And that’s why my hands smell like beer this morning…

Brisket has been gone two whole days and the cotterpin house is already crashing down around my ears.

Well…maybe not crashing down exactly…more like slowly eroding away.

Scene:  Last night.  11:30p.m (what?  I’m a night owl when I don’t have anyone to remind me that it’s time for bed.)

Location:  Basement- typically a cramped, dark and creepy place in the daylight, more so in the dead of night.

Circumstances:  I had started some laundry- but was promptly distracted by a few clothing catalogs, a phone call from Brisket, and working on a new pair of flats- when I realized at 11:25p.m. that I hadn’t put the laundry in the dryer yet.  

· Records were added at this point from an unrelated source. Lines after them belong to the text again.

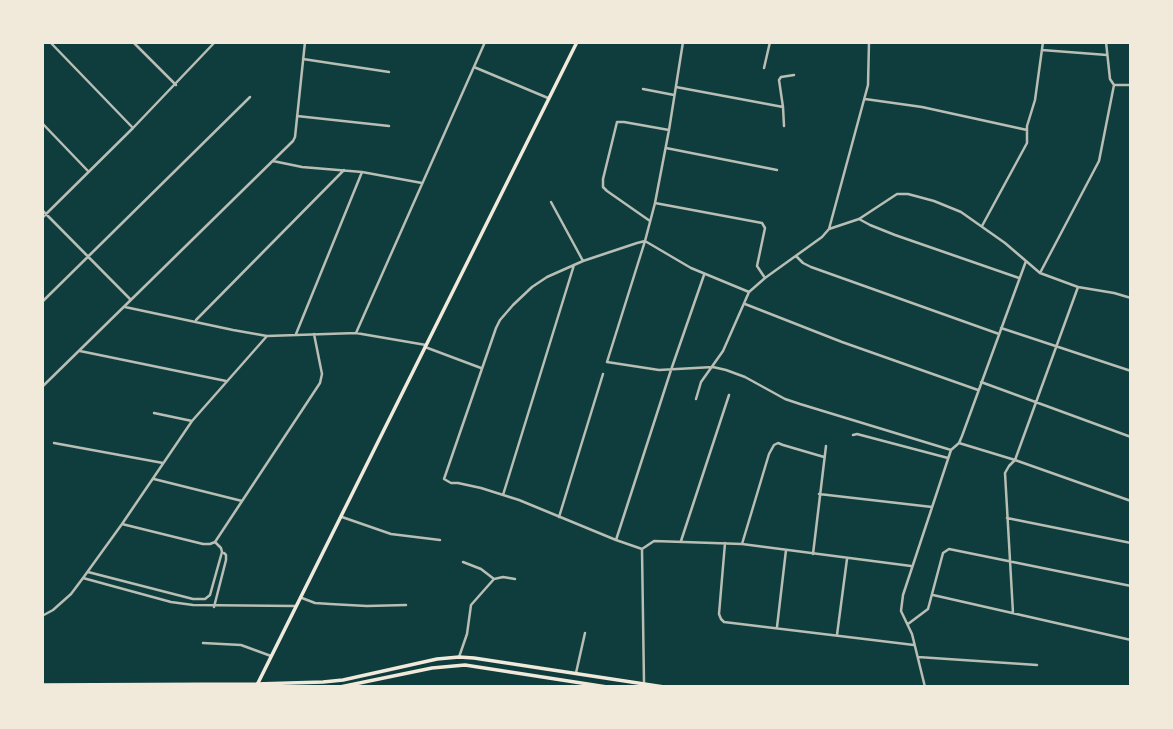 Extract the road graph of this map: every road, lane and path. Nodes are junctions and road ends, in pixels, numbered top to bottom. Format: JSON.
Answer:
{"nodes":[{"id":1,"x":50,"y":42,"type":"edge"},
{"id":2,"x":133,"y":42,"type":"edge"},
{"id":3,"x":215,"y":42,"type":"edge"},
{"id":4,"x":305,"y":42,"type":"edge"},
{"id":5,"x":485,"y":42,"type":"edge"},
{"id":6,"x":577,"y":42,"type":"edge"},
{"id":7,"x":683,"y":42,"type":"edge"},
{"id":8,"x":770,"y":42,"type":"edge"},
{"id":9,"x":869,"y":42,"type":"edge"},
{"id":10,"x":1043,"y":42,"type":"edge"},
{"id":11,"x":1106,"y":42,"type":"edge"},
{"id":12,"x":1042,"y":50,"type":"junction"},
{"id":13,"x":1107,"y":55,"type":"junction"},
{"id":14,"x":303,"y":59,"type":"junction"},
{"id":15,"x":474,"y":67,"type":"junction"},
{"id":16,"x":764,"y":68,"type":"dead end"},
{"id":17,"x":389,"y":72,"type":"dead end"},
{"id":18,"x":794,"y":75,"type":"dead end"},
{"id":19,"x":176,"y":85,"type":"junction"},
{"id":20,"x":1114,"y":85,"type":"junction"},
{"id":21,"x":1131,"y":85,"type":"edge"},
{"id":22,"x":676,"y":87,"type":"junction"},
{"id":23,"x":643,"y":89,"type":"dead end"},
{"id":24,"x":675,"y":95,"type":"junction"},
{"id":25,"x":250,"y":97,"type":"dead end"},
{"id":26,"x":549,"y":99,"type":"junction"},
{"id":27,"x":864,"y":99,"type":"junction"},
{"id":28,"x":783,"y":107,"type":"junction"},
{"id":29,"x":297,"y":116,"type":"junction"},
{"id":30,"x":42,"y":123,"type":"edge"},
{"id":31,"x":783,"y":126,"type":"dead end"},
{"id":32,"x":389,"y":127,"type":"dead end"},
{"id":33,"x":134,"y":128,"type":"junction"},
{"id":34,"x":669,"y":130,"type":"junction"},
{"id":35,"x":1027,"y":130,"type":"junction"},
{"id":36,"x":666,"y":148,"type":"junction"},
{"id":37,"x":273,"y":161,"type":"junction"},
{"id":38,"x":344,"y":170,"type":"junction"},
{"id":39,"x":777,"y":170,"type":"dead end"},
{"id":40,"x":89,"y":171,"type":"junction"},
{"id":41,"x":362,"y":172,"type":"junction"},
{"id":42,"x":422,"y":183,"type":"junction"},
{"id":43,"x":551,"y":202,"type":"dead end"},
{"id":44,"x":655,"y":203,"type":"junction"},
{"id":45,"x":42,"y":210,"type":"edge"},
{"id":46,"x":46,"y":215,"type":"junction"},
{"id":47,"x":42,"y":218,"type":"edge"},
{"id":48,"x":859,"y":219,"type":"junction"},
{"id":49,"x":650,"y":220,"type":"junction"},
{"id":50,"x":982,"y":226,"type":"junction"},
{"id":51,"x":829,"y":229,"type":"junction"},
{"id":52,"x":645,"y":241,"type":"junction"},
{"id":53,"x":88,"y":257,"type":"junction"},
{"id":54,"x":796,"y":257,"type":"junction"},
{"id":55,"x":583,"y":261,"type":"junction"},
{"id":56,"x":1026,"y":261,"type":"junction"},
{"id":57,"x":574,"y":265,"type":"junction"},
{"id":58,"x":1040,"y":273,"type":"junction"},
{"id":59,"x":705,"y":275,"type":"junction"},
{"id":60,"x":765,"y":278,"type":"junction"},
{"id":61,"x":1019,"y":278,"type":"junction"},
{"id":62,"x":1079,"y":288,"type":"junction"},
{"id":63,"x":750,"y":292,"type":"junction"},
{"id":64,"x":1131,"y":298,"type":"edge"},
{"id":65,"x":131,"y":300,"type":"junction"},
{"id":66,"x":42,"y":302,"type":"edge"},
{"id":67,"x":744,"y":304,"type":"junction"},
{"id":68,"x":124,"y":307,"type":"junction"},
{"id":69,"x":195,"y":321,"type":"junction"},
{"id":70,"x":1001,"y":327,"type":"junction"},
{"id":71,"x":356,"y":333,"type":"junction"},
{"id":72,"x":314,"y":334,"type":"junction"},
{"id":73,"x":999,"y":334,"type":"junction"},
{"id":74,"x":267,"y":336,"type":"junction"},
{"id":75,"x":296,"y":336,"type":"junction"},
{"id":76,"x":425,"y":346,"type":"junction"},
{"id":77,"x":1057,"y":347,"type":"junction"},
{"id":78,"x":80,"y":351,"type":"junction"},
{"id":79,"x":713,"y":367,"type":"junction"},
{"id":80,"x":481,"y":368,"type":"junction"},
{"id":81,"x":671,"y":370,"type":"junction"},
{"id":82,"x":1131,"y":370,"type":"edge"},
{"id":83,"x":603,"y":374,"type":"dead end"},
{"id":84,"x":226,"y":381,"type":"junction"},
{"id":85,"x":981,"y":382,"type":"junction"},
{"id":86,"x":42,"y":387,"type":"edge"},
{"id":87,"x":978,"y":390,"type":"junction"},
{"id":88,"x":729,"y":395,"type":"dead end"},
{"id":89,"x":696,"y":399,"type":"dead end"},
{"id":90,"x":1037,"y":402,"type":"junction"},
{"id":91,"x":154,"y":413,"type":"dead end"},
{"id":92,"x":192,"y":421,"type":"junction"},
{"id":93,"x":853,"y":435,"type":"dead end"},
{"id":94,"x":1131,"y":437,"type":"edge"},
{"id":95,"x":54,"y":443,"type":"dead end"},
{"id":96,"x":959,"y":443,"type":"junction"},
{"id":97,"x":826,"y":446,"type":"dead end"},
{"id":98,"x":951,"y":450,"type":"junction"},
{"id":99,"x":824,"y":457,"type":"junction"},
{"id":100,"x":948,"y":458,"type":"junction"},
{"id":101,"x":1015,"y":460,"type":"junction"},
{"id":102,"x":163,"y":463,"type":"junction"},
{"id":103,"x":153,"y":479,"type":"junction"},
{"id":104,"x":819,"y":494,"type":"junction"},
{"id":105,"x":503,"y":495,"type":"junction"},
{"id":106,"x":242,"y":500,"type":"junction"},
{"id":107,"x":1131,"y":501,"type":"edge"},
{"id":108,"x":932,"y":507,"type":"junction"},
{"id":109,"x":340,"y":516,"type":"junction"},
{"id":110,"x":559,"y":517,"type":"junction"},
{"id":111,"x":1007,"y":518,"type":"junction"},
{"id":112,"x":122,"y":524,"type":"junction"},
{"id":113,"x":440,"y":540,"type":"dead end"},
{"id":114,"x":616,"y":540,"type":"junction"},
{"id":115,"x":681,"y":541,"type":"junction"},
{"id":116,"x":215,"y":542,"type":"junction"},
{"id":117,"x":725,"y":543,"type":"junction"},
{"id":118,"x":1131,"y":543,"type":"edge"},
{"id":119,"x":742,"y":544,"type":"junction"},
{"id":120,"x":642,"y":549,"type":"junction"},
{"id":121,"x":786,"y":550,"type":"junction"},
{"id":122,"x":222,"y":552,"type":"junction"},
{"id":123,"x":813,"y":554,"type":"junction"},
{"id":124,"x":847,"y":558,"type":"junction"},
{"id":125,"x":463,"y":562,"type":"dead end"},
{"id":126,"x":1010,"y":562,"type":"junction"},
{"id":127,"x":912,"y":567,"type":"junction"},
{"id":128,"x":88,"y":572,"type":"junction"},
{"id":129,"x":83,"y":578,"type":"junction"},
{"id":130,"x":494,"y":579,"type":"junction"},
{"id":131,"x":515,"y":579,"type":"dead end"},
{"id":132,"x":1131,"y":586,"type":"edge"},
{"id":133,"x":933,"y":595,"type":"junction"},
{"id":134,"x":300,"y":597,"type":"junction"},
{"id":135,"x":406,"y":605,"type":"dead end"},
{"id":136,"x":295,"y":606,"type":"junction"},
{"id":137,"x":214,"y":607,"type":"junction"},
{"id":138,"x":1013,"y":613,"type":"junction"},
{"id":139,"x":42,"y":616,"type":"edge"},
{"id":140,"x":908,"y":624,"type":"junction"},
{"id":141,"x":777,"y":628,"type":"junction"},
{"id":142,"x":585,"y":633,"type":"dead end"},
{"id":143,"x":837,"y":635,"type":"junction"},
{"id":144,"x":1131,"y":640,"type":"edge"},
{"id":145,"x":203,"y":643,"type":"dead end"},
{"id":146,"x":914,"y":645,"type":"junction"},
{"id":147,"x":271,"y":656,"type":"junction"},
{"id":148,"x":459,"y":657,"type":"junction"},
{"id":149,"x":918,"y":657,"type":"junction"},
{"id":150,"x":1037,"y":665,"type":"dead end"},
{"id":151,"x":576,"y":673,"type":"junction"},
{"id":152,"x":644,"y":683,"type":"junction"},
{"id":153,"x":42,"y":684,"type":"edge"},
{"id":154,"x":256,"y":686,"type":"edge"},
{"id":155,"x":340,"y":687,"type":"edge"},
{"id":156,"x":605,"y":687,"type":"edge"},
{"id":157,"x":664,"y":687,"type":"edge"},
{"id":158,"x":925,"y":687,"type":"edge"}],
"edges":[{"from":1,"to":33,"type":"street"},
{"from":2,"to":19,"type":"street"},
{"from":3,"to":19,"type":"street"},
{"from":4,"to":14,"type":"street"},
{"from":5,"to":15,"type":"street"},
{"from":6,"to":26,"type":"main road"},
{"from":7,"to":22,"type":"street"},
{"from":8,"to":16,"type":"street"},
{"from":9,"to":27,"type":"street"},
{"from":10,"to":12,"type":"street"},
{"from":11,"to":13,"type":"street"},
{"from":12,"to":13,"type":"street"},
{"from":12,"to":35,"type":"street"},
{"from":13,"to":20,"type":"street"},
{"from":14,"to":17,"type":"street"},
{"from":14,"to":29,"type":"street"},
{"from":15,"to":26,"type":"street"},
{"from":15,"to":42,"type":"street"},
{"from":18,"to":28,"type":"street"},
{"from":19,"to":33,"type":"street"},
{"from":20,"to":21,"type":"street"},
{"from":20,"to":58,"type":"street"},
{"from":22,"to":24,"type":"street"},
{"from":22,"to":28,"type":"street"},
{"from":23,"to":24,"type":"street"},
{"from":24,"to":34,"type":"street"},
{"from":25,"to":53,"type":"street"},
{"from":26,"to":76,"type":"main road"},
{"from":27,"to":35,"type":"street"},
{"from":27,"to":51,"type":"street"},
{"from":28,"to":31,"type":"street"},
{"from":29,"to":32,"type":"street"},
{"from":29,"to":37,"type":"street"},
{"from":30,"to":40,"type":"street"},
{"from":33,"to":40,"type":"street"},
{"from":34,"to":36,"type":"street"},
{"from":34,"to":49,"type":"street"},
{"from":35,"to":50,"type":"street"},
{"from":36,"to":39,"type":"street"},
{"from":36,"to":44,"type":"street"},
{"from":37,"to":38,"type":"street"},
{"from":37,"to":65,"type":"street"},
{"from":38,"to":41,"type":"street"},
{"from":38,"to":69,"type":"street"},
{"from":40,"to":46,"type":"street"},
{"from":41,"to":42,"type":"street"},
{"from":41,"to":75,"type":"street"},
{"from":42,"to":71,"type":"street"},
{"from":43,"to":55,"type":"street"},
{"from":44,"to":49,"type":"street"},
{"from":44,"to":60,"type":"street"},
{"from":45,"to":46,"type":"street"},
{"from":46,"to":47,"type":"street"},
{"from":46,"to":53,"type":"street"},
{"from":48,"to":50,"type":"street"},
{"from":48,"to":51,"type":"street"},
{"from":48,"to":61,"type":"street"},
{"from":49,"to":52,"type":"street"},
{"from":50,"to":56,"type":"street"},
{"from":51,"to":54,"type":"street"},
{"from":52,"to":55,"type":"street"},
{"from":52,"to":59,"type":"street"},
{"from":52,"to":81,"type":"street"},
{"from":53,"to":65,"type":"street"},
{"from":53,"to":66,"type":"street"},
{"from":54,"to":60,"type":"street"},
{"from":54,"to":73,"type":"street"},
{"from":55,"to":57,"type":"street"},
{"from":56,"to":58,"type":"street"},
{"from":56,"to":61,"type":"street"},
{"from":57,"to":80,"type":"street"},
{"from":57,"to":105,"type":"street"},
{"from":58,"to":62,"type":"street"},
{"from":59,"to":63,"type":"street"},
{"from":59,"to":81,"type":"street"},
{"from":60,"to":63,"type":"street"},
{"from":61,"to":70,"type":"street"},
{"from":62,"to":64,"type":"street"},
{"from":62,"to":77,"type":"street"},
{"from":63,"to":67,"type":"street"},
{"from":65,"to":68,"type":"street"},
{"from":67,"to":79,"type":"street"},
{"from":67,"to":87,"type":"street"},
{"from":68,"to":69,"type":"street"},
{"from":68,"to":78,"type":"street"},
{"from":69,"to":74,"type":"street"},
{"from":70,"to":73,"type":"street"},
{"from":70,"to":77,"type":"street"},
{"from":71,"to":72,"type":"street"},
{"from":71,"to":76,"type":"street"},
{"from":72,"to":75,"type":"street"},
{"from":72,"to":106,"type":"street"},
{"from":73,"to":85,"type":"street"},
{"from":74,"to":75,"type":"street"},
{"from":74,"to":84,"type":"street"},
{"from":76,"to":80,"type":"street"},
{"from":76,"to":109,"type":"main road"},
{"from":77,"to":82,"type":"street"},
{"from":77,"to":90,"type":"street"},
{"from":78,"to":84,"type":"street"},
{"from":78,"to":86,"type":"street"},
{"from":79,"to":81,"type":"street"},
{"from":79,"to":89,"type":"street"},
{"from":79,"to":98,"type":"street"},
{"from":80,"to":105,"type":"street"},
{"from":81,"to":114,"type":"street"},
{"from":83,"to":110,"type":"street"},
{"from":84,"to":92,"type":"street"},
{"from":85,"to":87,"type":"street"},
{"from":85,"to":90,"type":"street"},
{"from":87,"to":96,"type":"street"},
{"from":88,"to":115,"type":"street"},
{"from":90,"to":94,"type":"street"},
{"from":90,"to":101,"type":"street"},
{"from":91,"to":92,"type":"street"},
{"from":92,"to":102,"type":"street"},
{"from":93,"to":100,"type":"street"},
{"from":95,"to":102,"type":"street"},
{"from":96,"to":98,"type":"street"},
{"from":96,"to":101,"type":"street"},
{"from":97,"to":99,"type":"street"},
{"from":98,"to":100,"type":"street"},
{"from":99,"to":104,"type":"street"},
{"from":99,"to":119,"type":"street"},
{"from":100,"to":108,"type":"street"},
{"from":101,"to":107,"type":"street"},
{"from":101,"to":111,"type":"street"},
{"from":102,"to":103,"type":"street"},
{"from":103,"to":106,"type":"street"},
{"from":103,"to":112,"type":"street"},
{"from":104,"to":108,"type":"street"},
{"from":104,"to":123,"type":"street"},
{"from":105,"to":110,"type":"street"},
{"from":106,"to":116,"type":"street"},
{"from":108,"to":127,"type":"street"},
{"from":109,"to":113,"type":"street"},
{"from":109,"to":134,"type":"main road"},
{"from":110,"to":114,"type":"street"},
{"from":111,"to":118,"type":"street"},
{"from":111,"to":126,"type":"street"},
{"from":112,"to":116,"type":"street"},
{"from":112,"to":128,"type":"street"},
{"from":114,"to":120,"type":"street"},
{"from":115,"to":117,"type":"street"},
{"from":115,"to":120,"type":"street"},
{"from":116,"to":122,"type":"street"},
{"from":117,"to":119,"type":"street"},
{"from":117,"to":141,"type":"street"},
{"from":119,"to":121,"type":"street"},
{"from":120,"to":152,"type":"street"},
{"from":121,"to":123,"type":"street"},
{"from":121,"to":141,"type":"street"},
{"from":122,"to":128,"type":"street"},
{"from":122,"to":137,"type":"street"},
{"from":123,"to":124,"type":"street"},
{"from":124,"to":127,"type":"street"},
{"from":124,"to":143,"type":"street"},
{"from":125,"to":130,"type":"street"},
{"from":126,"to":132,"type":"street"},
{"from":126,"to":133,"type":"street"},
{"from":126,"to":138,"type":"street"},
{"from":127,"to":140,"type":"street"},
{"from":128,"to":129,"type":"street"},
{"from":129,"to":137,"type":"street"},
{"from":129,"to":139,"type":"street"},
{"from":130,"to":131,"type":"street"},
{"from":130,"to":148,"type":"street"},
{"from":133,"to":138,"type":"street"},
{"from":133,"to":140,"type":"street"},
{"from":134,"to":135,"type":"street"},
{"from":134,"to":136,"type":"main road"},
{"from":136,"to":137,"type":"street"},
{"from":136,"to":147,"type":"main road"},
{"from":138,"to":144,"type":"street"},
{"from":140,"to":146,"type":"street"},
{"from":141,"to":143,"type":"street"},
{"from":142,"to":151,"type":"street"},
{"from":143,"to":146,"type":"street"},
{"from":145,"to":147,"type":"street"},
{"from":146,"to":149,"type":"street"},
{"from":147,"to":154,"type":"main road"},
{"from":148,"to":151,"type":"main road"},
{"from":148,"to":154,"type":"main road"},
{"from":149,"to":150,"type":"street"},
{"from":149,"to":158,"type":"street"},
{"from":151,"to":152,"type":"main road"},
{"from":152,"to":157,"type":"main road"},
{"from":153,"to":154,"type":"main road"},
{"from":155,"to":156,"type":"main road"}]}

Our basement configuration is unique, and the washer and dryer do not sit next to each other like every other washer and dryer in the world.  This requires carrying (or if  you’re like me, half carrying/half throwing) our wet clothes a few steps away to the dryer.

As I began moving the wet clothes from the washer, my bare foot stepped on the nearby throw rug, and squished… 

Our basement is shadowy- and the lone light bulb barely sheds enough light on the brightest day- but yes, there was a pool of something in front of my dryer.  A very large pool.  More like a lake.  

At first I thought maybe Stella had an accident, or had thrown up, but then a distinct smell wafted up to my unsuspecting nose.  Beer.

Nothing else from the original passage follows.